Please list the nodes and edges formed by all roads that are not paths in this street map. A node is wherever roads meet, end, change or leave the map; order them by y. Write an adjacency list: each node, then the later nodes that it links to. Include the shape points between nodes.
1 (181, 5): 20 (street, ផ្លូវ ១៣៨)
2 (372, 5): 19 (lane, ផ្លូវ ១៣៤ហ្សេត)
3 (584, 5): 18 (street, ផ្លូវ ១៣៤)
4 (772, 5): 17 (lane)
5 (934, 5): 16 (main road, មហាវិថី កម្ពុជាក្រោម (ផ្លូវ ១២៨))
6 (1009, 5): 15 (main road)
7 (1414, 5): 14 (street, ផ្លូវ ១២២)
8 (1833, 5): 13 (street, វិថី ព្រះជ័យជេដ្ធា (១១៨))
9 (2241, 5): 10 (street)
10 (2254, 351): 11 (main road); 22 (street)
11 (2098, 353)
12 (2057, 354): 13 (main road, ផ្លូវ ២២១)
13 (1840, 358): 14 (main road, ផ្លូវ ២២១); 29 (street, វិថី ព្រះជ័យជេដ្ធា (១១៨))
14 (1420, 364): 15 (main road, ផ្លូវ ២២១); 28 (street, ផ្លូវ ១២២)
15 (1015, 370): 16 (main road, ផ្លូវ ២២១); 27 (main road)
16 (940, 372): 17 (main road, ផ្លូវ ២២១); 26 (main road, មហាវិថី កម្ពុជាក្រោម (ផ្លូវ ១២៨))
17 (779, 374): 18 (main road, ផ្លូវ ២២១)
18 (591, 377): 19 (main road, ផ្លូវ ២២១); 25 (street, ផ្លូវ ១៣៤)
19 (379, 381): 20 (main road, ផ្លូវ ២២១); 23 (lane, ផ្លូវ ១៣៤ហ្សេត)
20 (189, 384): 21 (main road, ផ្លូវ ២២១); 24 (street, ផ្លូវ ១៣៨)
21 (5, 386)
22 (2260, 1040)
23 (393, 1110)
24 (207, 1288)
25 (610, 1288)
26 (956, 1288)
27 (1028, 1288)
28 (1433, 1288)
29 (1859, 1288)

******************************

◆ What is needed
Render every record verbatim. Nothing should be left out.

◆ Your response
Please list the nodes and edges formed by all roads that are not paths in this street map. A node is wherever roads meet, end, change or leave the map; order them by y. Write an adjacency list: each node, then the later nodes that it links to. Include the shape points between nodes.
1 (181, 5): 20 (street, ផ្លូវ ១៣៨)
2 (372, 5): 19 (lane, ផ្លូវ ១៣៤ហ្សេត)
3 (584, 5): 18 (street, ផ្លូវ ១៣៤)
4 (772, 5): 17 (lane)
5 (934, 5): 16 (main road, មហាវិថី កម្ពុជាក្រោម (ផ្លូវ ១២៨))
6 (1009, 5): 15 (main road)
7 (1414, 5): 14 (street, ផ្លូវ ១២២)
8 (1833, 5): 13 (street, វិថី ព្រះជ័យជេដ្ធា (១១៨))
9 (2241, 5): 10 (street)
10 (2254, 351): 11 (main road); 22 (street)
11 (2098, 353)
12 (2057, 354): 13 (main road, ផ្លូវ ២២១)
13 (1840, 358): 14 (main road, ផ្លូវ ២២១); 29 (street, វិថី ព្រះជ័យជេដ្ធា (១១៨))
14 (1420, 364): 15 (main road, ផ្លូវ ២២១); 28 (street, ផ្លូវ ១២២)
15 (1015, 370): 16 (main road, ផ្លូវ ២២១); 27 (main road)
16 (940, 372): 17 (main road, ផ្លូវ ២២១); 26 (main road, មហាវិថី កម្ពុជាក្រោម (ផ្លូវ ១២៨))
17 (779, 374): 18 (main road, ផ្លូវ ២២១)
18 (591, 377): 19 (main road, ផ្លូវ ២២១); 25 (street, ផ្លូវ ១៣៤)
19 (379, 381): 20 (main road, ផ្លូវ ២២១); 23 (lane, ផ្លូវ ១៣៤ហ្សេត)
20 (189, 384): 21 (main road, ផ្លូវ ២២១); 24 (street, ផ្លូវ ១៣៨)
21 (5, 386)
22 (2260, 1040)
23 (393, 1110)
24 (207, 1288)
25 (610, 1288)
26 (956, 1288)
27 (1028, 1288)
28 (1433, 1288)
29 (1859, 1288)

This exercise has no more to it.